As an upstream regulatory gene, the function of NKX2.1 depends on perplexing downstream pathways. Recently, researchers have begun to shed light on the molecular function of NKX2.1 in tumorigenesis. In 2011, Winslow MM et al. published an article in the journal Nature, in which they investigated the probable mechanism of NKX2.1 as a tumor suppressor. After studying NKX2.1 gene function in a mouse model of lung carcinoma, the researchers proposed that NKX2.1 might regulate the differentiation of tumor cells and thus limit their metastatic potential [11] . Recent reports clarified that the reduced expression of NKX2.1 is associated with the dedifferentiation of tumor cells and an increase in their metastatic capacity. However, earlier studies found NKX2.1 to be overexpressed in human lung carcinoma, so NKX2.1 was once surmised to be an oncogene [20], [21]. Whether NKX2.1 is an oncogene or tumor suppressor remains a hot debate in the field of cancer research. Experts who support the tumor suppressor gene hypothesis demonstrated that NKX2.1 could decrease the expression of occludin, which is a group of proteins localized to and regulating intercellular junctions, thus inhibiting the metastasis of malignant cells [22]. Another hypothesis proposes that NKX2.1 negatively regulates the expression of myosin binding protein H and increases the migratory ability of tumor cells, thereby functioning as a cancer-promoting gene [12]. Therefore, further investigation into the molecular mechanism of NKX2.1 is anticipated.
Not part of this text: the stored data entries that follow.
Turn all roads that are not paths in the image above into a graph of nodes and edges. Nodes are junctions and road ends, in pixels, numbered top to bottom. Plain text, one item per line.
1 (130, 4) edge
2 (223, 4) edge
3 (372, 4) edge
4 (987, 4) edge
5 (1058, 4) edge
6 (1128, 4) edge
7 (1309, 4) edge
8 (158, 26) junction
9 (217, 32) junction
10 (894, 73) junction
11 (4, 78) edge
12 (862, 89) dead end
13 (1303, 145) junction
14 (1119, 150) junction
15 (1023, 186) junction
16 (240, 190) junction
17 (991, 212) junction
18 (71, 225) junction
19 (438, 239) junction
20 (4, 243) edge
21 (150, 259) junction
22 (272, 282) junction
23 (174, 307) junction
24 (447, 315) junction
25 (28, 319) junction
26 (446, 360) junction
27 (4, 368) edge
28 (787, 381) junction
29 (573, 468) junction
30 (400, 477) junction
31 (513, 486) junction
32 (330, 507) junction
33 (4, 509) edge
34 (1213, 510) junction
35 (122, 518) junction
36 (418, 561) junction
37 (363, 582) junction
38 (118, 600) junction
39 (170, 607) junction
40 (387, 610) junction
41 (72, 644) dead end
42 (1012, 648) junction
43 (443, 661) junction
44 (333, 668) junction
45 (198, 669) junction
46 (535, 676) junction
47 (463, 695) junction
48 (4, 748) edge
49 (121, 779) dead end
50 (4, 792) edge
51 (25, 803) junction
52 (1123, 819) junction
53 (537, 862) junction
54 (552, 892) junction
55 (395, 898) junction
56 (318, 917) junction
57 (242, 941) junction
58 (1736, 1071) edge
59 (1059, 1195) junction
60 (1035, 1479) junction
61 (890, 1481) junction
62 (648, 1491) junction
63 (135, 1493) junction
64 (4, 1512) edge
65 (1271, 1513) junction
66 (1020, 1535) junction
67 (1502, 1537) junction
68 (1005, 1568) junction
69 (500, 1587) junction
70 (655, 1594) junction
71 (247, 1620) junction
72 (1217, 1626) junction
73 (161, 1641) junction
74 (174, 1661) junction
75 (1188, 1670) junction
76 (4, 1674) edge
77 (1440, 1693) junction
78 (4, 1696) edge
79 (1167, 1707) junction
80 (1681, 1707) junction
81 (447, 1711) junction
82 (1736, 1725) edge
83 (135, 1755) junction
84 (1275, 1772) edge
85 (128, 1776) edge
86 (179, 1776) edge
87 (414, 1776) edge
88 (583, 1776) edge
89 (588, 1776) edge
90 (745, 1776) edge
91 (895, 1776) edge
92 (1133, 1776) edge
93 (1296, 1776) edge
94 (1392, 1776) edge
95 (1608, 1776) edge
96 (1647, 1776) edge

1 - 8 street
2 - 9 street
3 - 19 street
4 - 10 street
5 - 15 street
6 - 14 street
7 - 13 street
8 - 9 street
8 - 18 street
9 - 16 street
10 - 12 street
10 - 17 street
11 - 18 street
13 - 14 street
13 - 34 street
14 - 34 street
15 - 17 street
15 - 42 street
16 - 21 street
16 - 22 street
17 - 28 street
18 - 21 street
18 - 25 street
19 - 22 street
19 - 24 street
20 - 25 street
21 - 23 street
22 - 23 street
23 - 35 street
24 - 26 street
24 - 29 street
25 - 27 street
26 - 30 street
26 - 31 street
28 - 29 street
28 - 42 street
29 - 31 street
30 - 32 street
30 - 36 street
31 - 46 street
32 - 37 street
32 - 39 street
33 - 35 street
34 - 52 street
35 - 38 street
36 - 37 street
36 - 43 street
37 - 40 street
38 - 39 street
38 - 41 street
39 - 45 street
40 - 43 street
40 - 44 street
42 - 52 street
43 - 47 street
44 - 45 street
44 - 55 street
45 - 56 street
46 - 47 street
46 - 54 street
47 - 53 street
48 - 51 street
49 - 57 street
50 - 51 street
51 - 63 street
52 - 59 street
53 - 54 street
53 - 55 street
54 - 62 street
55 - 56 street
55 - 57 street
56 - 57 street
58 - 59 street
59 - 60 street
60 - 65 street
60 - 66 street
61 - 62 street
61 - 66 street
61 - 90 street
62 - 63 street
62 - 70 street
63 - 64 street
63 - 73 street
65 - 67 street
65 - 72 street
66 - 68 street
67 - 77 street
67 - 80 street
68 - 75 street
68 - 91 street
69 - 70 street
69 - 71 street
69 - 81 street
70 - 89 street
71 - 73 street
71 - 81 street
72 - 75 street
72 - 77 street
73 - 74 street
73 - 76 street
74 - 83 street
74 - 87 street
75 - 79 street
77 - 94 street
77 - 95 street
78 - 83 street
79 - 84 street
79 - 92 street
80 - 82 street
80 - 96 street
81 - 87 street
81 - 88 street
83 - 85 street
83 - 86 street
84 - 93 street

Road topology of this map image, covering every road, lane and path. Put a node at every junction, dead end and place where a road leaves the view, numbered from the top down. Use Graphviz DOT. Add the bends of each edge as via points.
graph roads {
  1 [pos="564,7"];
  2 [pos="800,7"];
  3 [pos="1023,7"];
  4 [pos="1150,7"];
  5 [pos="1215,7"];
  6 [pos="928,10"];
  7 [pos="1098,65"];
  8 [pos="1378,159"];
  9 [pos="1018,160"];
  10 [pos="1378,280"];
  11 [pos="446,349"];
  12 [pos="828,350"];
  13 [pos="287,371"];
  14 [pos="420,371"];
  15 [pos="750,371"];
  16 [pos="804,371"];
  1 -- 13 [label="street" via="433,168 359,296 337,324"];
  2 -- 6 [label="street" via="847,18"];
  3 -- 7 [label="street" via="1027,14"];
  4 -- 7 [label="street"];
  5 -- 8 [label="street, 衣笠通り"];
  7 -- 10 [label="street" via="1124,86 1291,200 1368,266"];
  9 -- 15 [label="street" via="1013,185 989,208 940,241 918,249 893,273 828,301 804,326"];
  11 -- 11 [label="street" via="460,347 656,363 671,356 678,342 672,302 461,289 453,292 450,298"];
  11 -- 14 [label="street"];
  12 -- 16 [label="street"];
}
In summary, our data suggest that NKX2.1 may function as a tumor suppressor in primary gastric carcinoma and that its reduced expression independently predicts an unsatisfactory prognosis in gastric carcinoma patients. We anticipate that NKX2.1 will serve as a valuable prognostic marker in the future.
Funding Statement
The authors have no support or funding to report.